- [TASK REQUIREMENTS]
Collect every line of the records below that contains the word "砚都大道".

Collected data
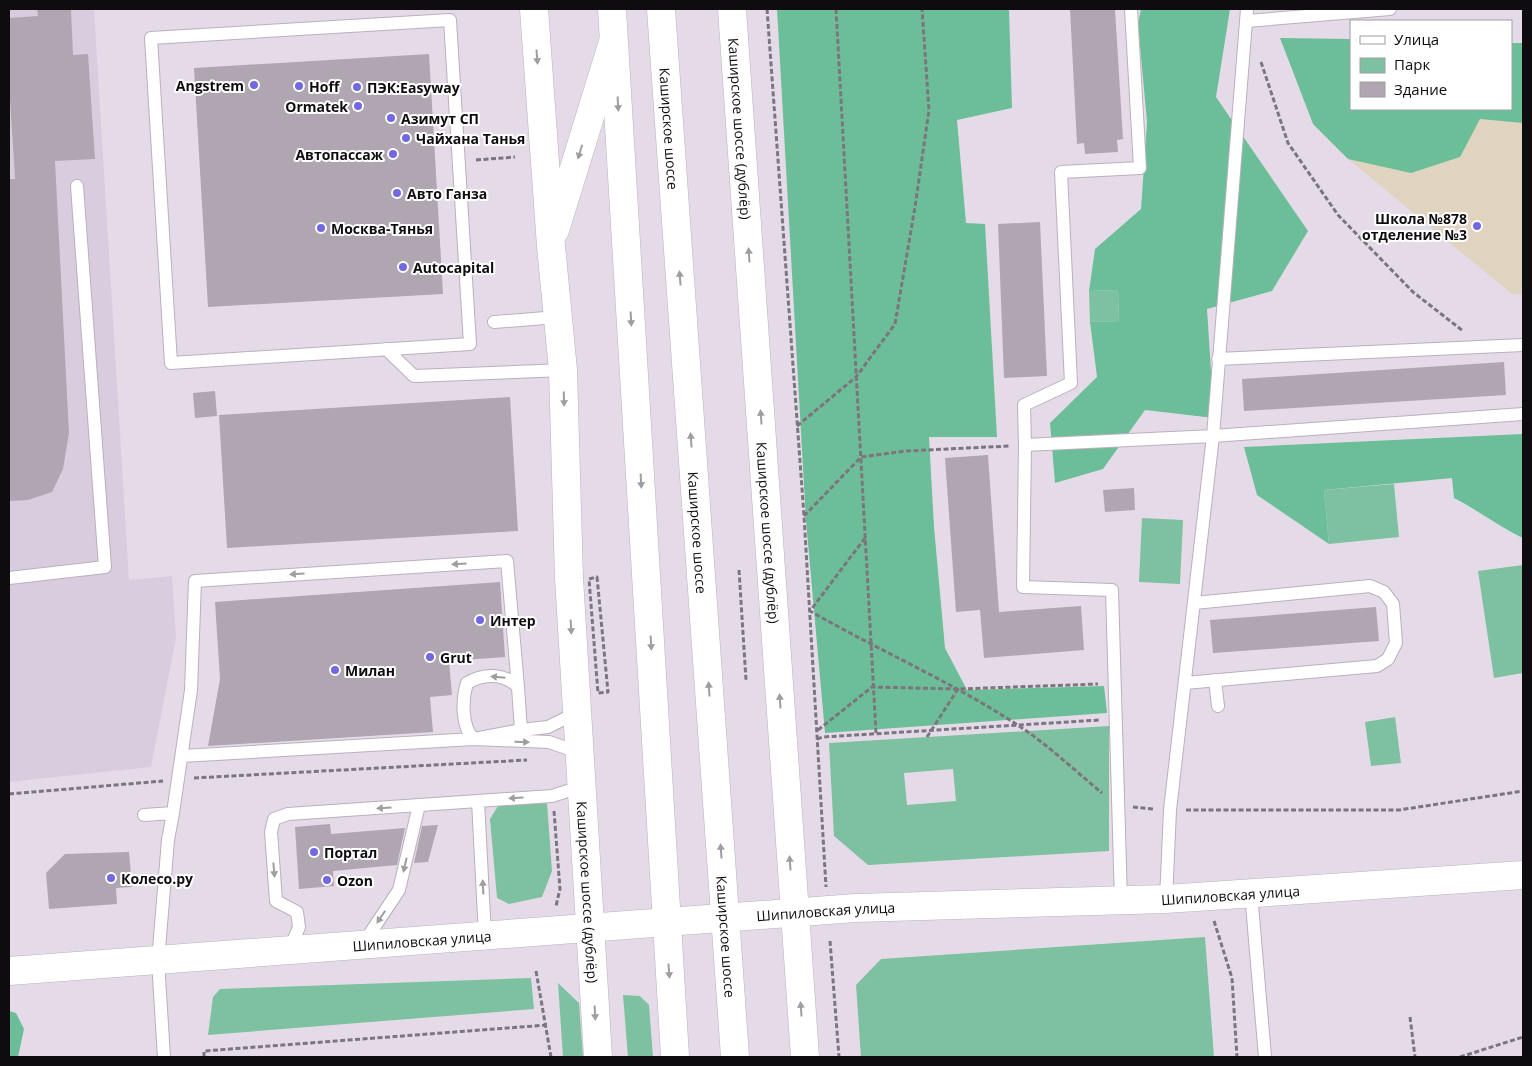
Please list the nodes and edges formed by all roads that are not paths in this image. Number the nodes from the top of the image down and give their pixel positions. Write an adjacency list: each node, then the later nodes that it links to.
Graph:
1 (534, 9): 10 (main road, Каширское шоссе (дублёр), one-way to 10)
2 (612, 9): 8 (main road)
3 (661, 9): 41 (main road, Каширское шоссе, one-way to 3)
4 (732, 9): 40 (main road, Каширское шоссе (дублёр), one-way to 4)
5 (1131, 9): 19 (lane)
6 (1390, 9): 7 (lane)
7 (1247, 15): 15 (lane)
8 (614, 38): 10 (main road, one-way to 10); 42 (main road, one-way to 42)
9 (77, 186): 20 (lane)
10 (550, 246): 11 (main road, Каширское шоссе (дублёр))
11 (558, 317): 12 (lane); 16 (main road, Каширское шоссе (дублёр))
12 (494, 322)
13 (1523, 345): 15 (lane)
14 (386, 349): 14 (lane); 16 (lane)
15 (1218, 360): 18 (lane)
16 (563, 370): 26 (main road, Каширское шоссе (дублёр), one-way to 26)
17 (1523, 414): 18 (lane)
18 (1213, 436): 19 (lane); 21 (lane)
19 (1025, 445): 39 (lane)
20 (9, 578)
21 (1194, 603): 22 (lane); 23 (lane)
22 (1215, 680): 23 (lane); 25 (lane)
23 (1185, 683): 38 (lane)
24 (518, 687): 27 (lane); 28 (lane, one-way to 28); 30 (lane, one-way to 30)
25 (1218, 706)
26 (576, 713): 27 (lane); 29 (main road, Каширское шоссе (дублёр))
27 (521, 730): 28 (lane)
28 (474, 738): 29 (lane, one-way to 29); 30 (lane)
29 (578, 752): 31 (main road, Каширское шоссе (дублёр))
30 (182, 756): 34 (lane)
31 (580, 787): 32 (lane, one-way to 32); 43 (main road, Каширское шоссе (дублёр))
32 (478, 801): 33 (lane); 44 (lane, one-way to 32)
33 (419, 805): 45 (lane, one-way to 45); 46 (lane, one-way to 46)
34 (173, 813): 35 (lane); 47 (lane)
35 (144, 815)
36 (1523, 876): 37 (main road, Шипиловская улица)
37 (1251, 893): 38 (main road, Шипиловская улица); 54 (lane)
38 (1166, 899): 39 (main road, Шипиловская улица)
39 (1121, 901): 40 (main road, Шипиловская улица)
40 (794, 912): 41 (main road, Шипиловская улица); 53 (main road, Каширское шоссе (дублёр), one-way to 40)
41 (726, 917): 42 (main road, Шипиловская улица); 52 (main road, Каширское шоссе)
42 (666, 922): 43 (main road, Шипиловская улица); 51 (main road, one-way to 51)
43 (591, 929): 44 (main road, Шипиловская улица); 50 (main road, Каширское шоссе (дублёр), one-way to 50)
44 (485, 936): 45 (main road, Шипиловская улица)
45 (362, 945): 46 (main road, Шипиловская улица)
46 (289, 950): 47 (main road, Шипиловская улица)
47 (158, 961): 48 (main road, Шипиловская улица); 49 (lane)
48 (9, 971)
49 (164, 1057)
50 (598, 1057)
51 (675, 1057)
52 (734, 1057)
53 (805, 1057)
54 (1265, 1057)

==

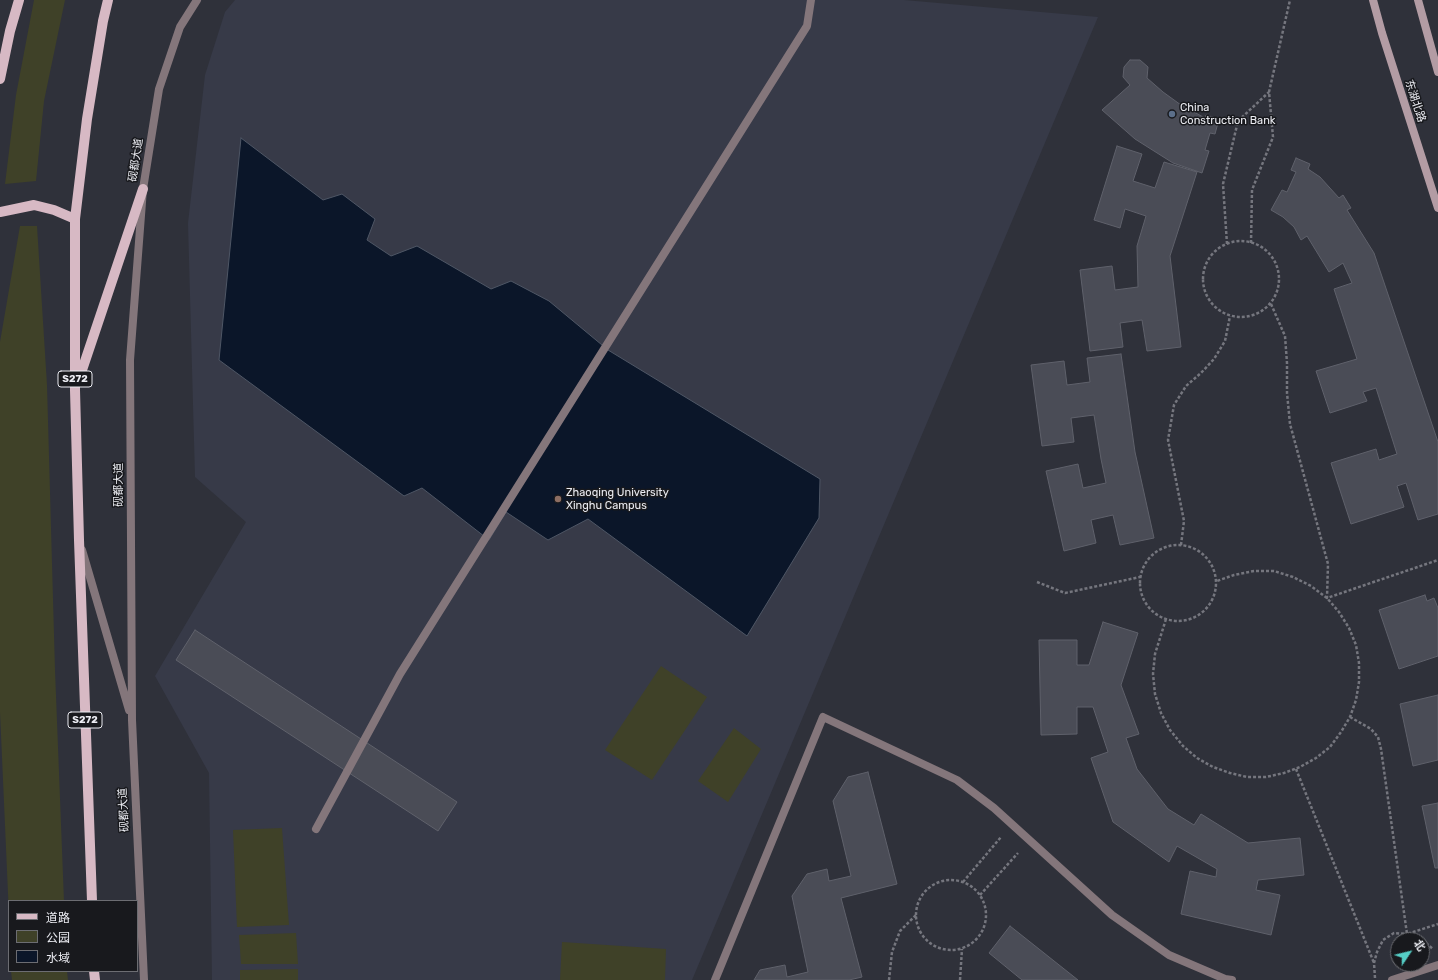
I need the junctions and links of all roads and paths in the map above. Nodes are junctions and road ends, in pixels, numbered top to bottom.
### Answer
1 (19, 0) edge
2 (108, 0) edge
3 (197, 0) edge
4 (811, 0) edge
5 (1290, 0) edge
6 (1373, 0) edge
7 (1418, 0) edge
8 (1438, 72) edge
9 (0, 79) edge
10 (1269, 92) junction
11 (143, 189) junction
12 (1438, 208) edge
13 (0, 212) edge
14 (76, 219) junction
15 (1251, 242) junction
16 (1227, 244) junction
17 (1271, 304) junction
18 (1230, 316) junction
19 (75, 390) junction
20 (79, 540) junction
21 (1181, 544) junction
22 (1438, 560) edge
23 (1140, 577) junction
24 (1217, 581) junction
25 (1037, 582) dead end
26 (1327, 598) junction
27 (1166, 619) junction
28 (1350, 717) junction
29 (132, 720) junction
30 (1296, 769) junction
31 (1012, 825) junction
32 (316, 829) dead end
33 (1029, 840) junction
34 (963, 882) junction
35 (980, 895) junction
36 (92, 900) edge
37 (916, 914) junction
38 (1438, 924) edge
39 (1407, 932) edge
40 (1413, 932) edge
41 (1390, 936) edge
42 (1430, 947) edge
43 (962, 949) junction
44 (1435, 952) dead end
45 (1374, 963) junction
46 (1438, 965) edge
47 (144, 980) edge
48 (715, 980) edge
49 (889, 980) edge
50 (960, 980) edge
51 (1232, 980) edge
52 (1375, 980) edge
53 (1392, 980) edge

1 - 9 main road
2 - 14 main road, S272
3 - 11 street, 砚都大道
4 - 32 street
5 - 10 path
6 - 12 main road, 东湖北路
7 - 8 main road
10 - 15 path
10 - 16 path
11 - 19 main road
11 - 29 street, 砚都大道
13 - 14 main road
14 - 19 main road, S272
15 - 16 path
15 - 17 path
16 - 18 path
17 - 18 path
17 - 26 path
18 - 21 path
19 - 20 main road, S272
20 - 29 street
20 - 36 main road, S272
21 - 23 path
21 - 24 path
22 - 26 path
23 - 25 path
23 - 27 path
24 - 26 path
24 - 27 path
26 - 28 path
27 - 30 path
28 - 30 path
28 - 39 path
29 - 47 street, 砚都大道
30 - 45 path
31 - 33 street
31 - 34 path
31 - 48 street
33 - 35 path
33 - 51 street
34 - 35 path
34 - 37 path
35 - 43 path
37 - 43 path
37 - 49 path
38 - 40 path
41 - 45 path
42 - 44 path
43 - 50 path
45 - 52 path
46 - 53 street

...

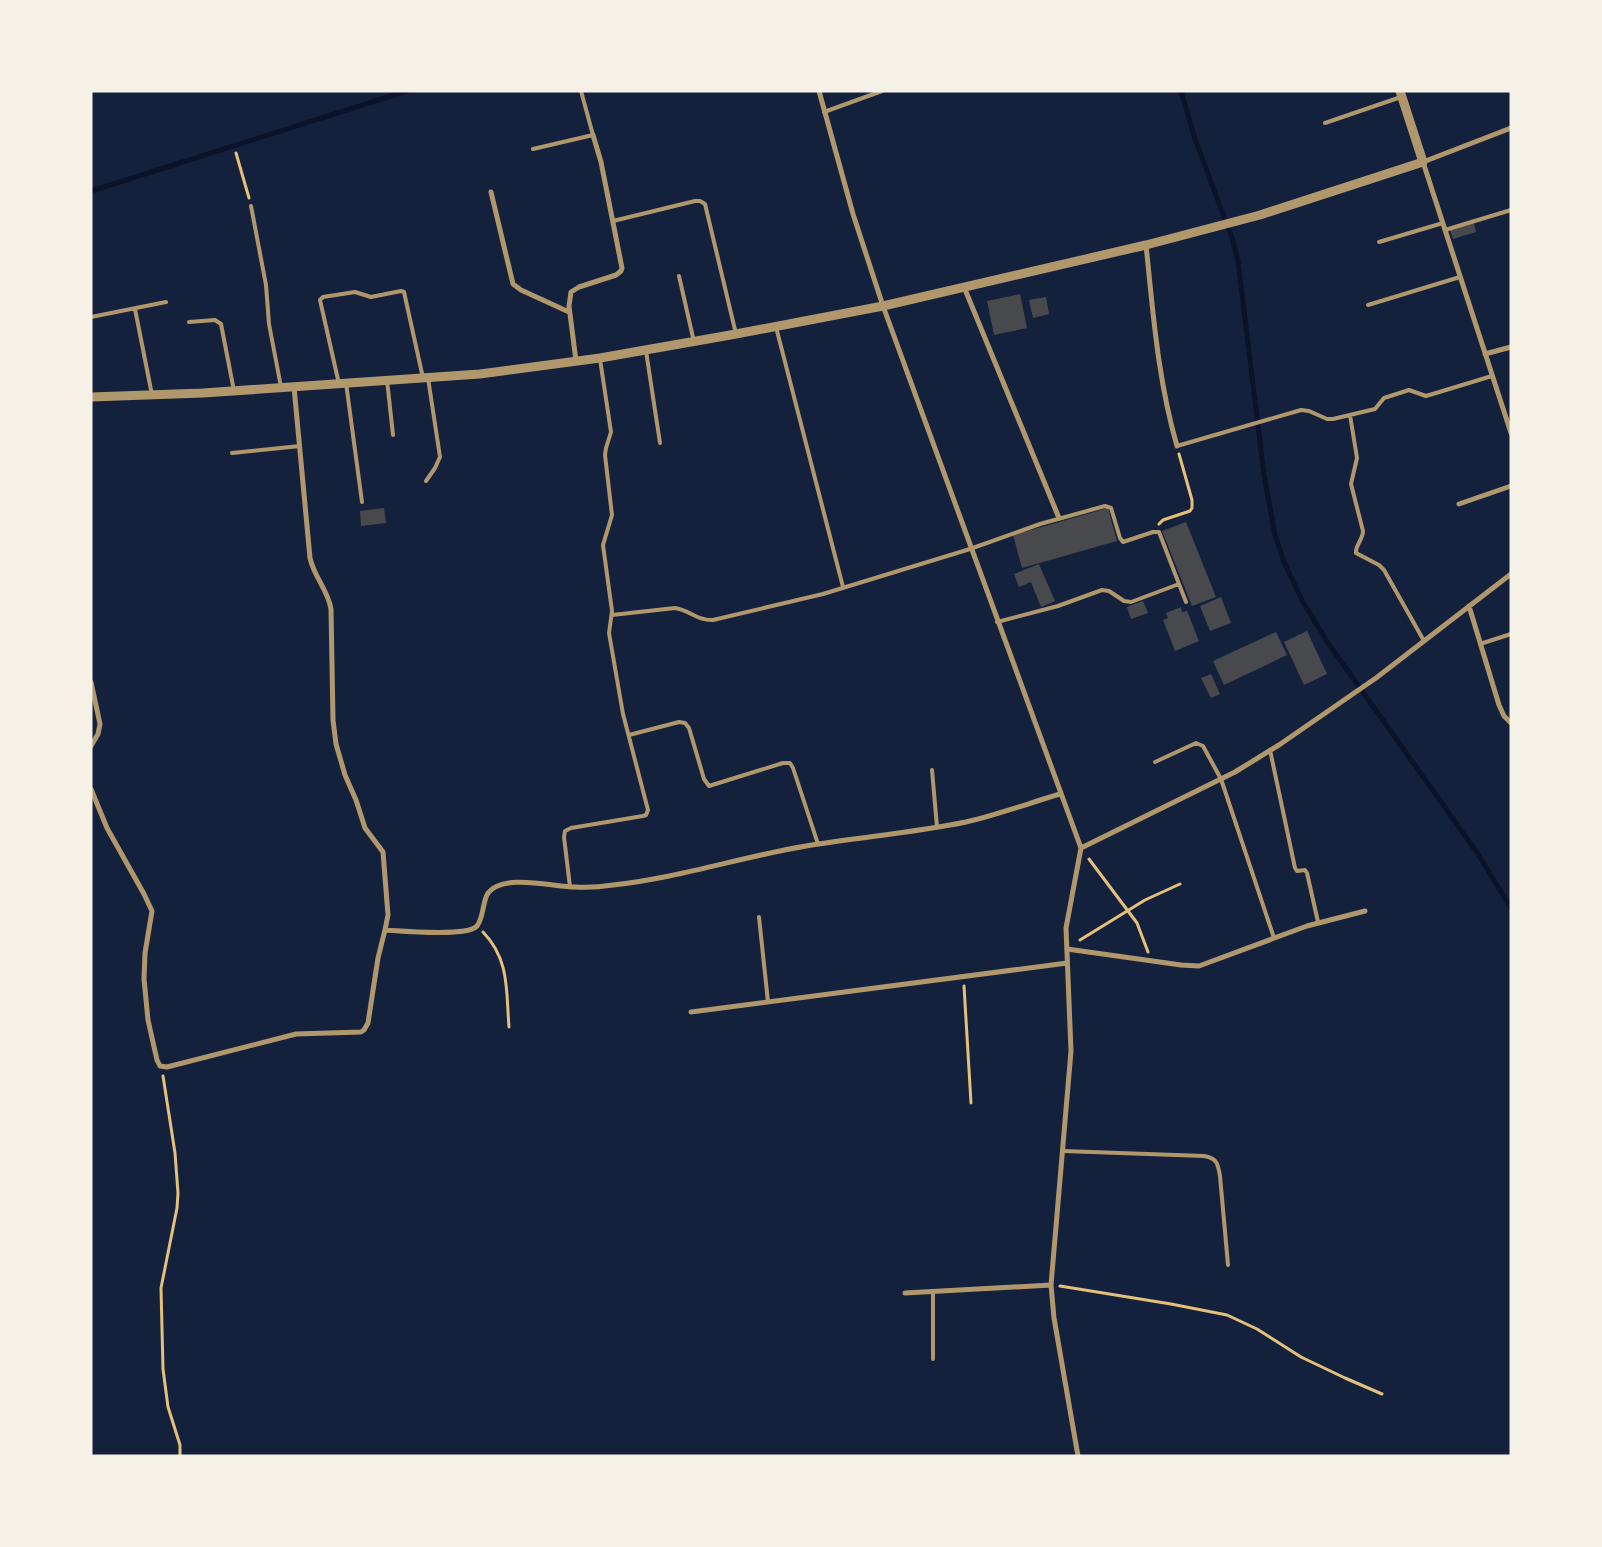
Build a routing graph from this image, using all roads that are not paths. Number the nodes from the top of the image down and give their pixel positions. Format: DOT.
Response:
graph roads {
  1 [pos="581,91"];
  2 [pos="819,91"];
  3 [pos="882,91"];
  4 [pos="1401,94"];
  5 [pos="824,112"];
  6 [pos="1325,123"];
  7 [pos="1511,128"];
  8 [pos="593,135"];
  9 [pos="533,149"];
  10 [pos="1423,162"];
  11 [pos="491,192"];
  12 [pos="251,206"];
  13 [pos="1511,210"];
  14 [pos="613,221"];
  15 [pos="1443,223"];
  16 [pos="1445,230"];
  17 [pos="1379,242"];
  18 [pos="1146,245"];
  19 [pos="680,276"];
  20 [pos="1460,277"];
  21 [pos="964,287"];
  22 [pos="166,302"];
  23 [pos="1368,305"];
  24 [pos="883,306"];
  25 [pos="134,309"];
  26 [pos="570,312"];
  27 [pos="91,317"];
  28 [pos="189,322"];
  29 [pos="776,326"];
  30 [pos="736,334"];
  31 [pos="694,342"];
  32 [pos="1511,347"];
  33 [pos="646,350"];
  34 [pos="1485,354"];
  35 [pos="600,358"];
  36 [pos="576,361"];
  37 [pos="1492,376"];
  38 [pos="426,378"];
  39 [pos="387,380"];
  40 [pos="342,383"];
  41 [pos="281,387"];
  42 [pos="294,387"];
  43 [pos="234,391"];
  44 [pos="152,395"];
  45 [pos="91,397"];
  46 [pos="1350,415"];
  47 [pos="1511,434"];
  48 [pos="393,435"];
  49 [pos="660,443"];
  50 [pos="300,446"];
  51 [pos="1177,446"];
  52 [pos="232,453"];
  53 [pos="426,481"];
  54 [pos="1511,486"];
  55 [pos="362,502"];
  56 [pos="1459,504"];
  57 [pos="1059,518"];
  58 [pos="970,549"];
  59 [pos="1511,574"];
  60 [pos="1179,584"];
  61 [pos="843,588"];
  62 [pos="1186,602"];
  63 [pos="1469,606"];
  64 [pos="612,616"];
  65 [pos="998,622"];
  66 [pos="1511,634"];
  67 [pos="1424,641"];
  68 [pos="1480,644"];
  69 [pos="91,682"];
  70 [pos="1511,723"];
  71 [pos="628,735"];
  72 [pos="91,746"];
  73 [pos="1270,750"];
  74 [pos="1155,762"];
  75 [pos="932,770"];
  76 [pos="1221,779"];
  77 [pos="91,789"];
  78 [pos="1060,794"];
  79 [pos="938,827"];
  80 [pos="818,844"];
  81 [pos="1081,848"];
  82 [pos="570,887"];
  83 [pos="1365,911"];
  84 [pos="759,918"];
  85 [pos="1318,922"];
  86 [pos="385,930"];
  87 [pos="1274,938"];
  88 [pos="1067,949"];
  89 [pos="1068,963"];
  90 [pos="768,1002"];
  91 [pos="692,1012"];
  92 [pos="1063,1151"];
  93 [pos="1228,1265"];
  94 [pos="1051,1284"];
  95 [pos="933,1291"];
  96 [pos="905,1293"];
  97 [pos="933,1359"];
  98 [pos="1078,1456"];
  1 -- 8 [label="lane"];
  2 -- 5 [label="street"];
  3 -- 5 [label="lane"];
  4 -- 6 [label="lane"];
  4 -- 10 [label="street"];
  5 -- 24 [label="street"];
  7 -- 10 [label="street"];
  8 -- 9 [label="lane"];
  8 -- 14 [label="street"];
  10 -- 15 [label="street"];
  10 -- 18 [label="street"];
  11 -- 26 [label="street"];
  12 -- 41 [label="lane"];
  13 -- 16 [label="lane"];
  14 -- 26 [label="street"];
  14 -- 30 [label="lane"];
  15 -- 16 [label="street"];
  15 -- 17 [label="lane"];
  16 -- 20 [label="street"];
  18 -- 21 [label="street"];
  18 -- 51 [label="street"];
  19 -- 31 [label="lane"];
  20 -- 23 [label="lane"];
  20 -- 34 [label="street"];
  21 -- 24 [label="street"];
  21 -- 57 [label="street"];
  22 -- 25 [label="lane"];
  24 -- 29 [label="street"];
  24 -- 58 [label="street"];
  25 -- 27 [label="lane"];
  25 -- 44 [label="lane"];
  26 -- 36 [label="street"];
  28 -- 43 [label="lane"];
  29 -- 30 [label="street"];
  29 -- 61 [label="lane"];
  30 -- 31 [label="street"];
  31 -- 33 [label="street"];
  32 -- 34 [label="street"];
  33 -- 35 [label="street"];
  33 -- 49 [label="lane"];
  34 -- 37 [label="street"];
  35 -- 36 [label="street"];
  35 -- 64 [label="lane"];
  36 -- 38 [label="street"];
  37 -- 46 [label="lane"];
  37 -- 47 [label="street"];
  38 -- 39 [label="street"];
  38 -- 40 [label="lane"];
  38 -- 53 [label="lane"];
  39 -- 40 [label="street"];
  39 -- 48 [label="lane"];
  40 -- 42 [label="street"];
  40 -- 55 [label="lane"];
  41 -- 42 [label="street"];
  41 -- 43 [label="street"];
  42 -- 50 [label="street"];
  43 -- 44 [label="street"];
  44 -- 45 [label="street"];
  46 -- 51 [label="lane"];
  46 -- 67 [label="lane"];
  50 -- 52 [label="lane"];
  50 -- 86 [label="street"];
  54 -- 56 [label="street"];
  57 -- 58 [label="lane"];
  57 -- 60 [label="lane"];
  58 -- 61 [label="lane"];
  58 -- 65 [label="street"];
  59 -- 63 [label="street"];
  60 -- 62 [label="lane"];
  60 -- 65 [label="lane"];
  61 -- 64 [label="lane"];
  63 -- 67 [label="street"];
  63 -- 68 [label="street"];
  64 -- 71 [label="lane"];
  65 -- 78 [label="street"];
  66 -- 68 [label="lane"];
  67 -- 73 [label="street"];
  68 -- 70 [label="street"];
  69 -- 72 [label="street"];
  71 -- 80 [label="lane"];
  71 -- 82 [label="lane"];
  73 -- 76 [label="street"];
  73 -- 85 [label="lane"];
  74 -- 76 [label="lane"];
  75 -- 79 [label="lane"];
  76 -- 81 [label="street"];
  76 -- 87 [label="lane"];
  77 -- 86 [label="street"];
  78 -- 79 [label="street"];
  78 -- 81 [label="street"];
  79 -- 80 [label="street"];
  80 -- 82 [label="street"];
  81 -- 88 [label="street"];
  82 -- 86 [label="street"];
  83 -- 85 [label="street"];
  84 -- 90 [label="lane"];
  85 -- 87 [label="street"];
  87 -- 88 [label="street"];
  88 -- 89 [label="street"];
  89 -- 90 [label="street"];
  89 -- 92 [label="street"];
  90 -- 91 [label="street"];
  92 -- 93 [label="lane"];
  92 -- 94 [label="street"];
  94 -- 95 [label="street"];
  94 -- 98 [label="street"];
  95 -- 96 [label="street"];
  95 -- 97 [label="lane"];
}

- [SOLUTION TO THIS TASK]
3 - 11 street, 砚都大道
11 - 29 street, 砚都大道
29 - 47 street, 砚都大道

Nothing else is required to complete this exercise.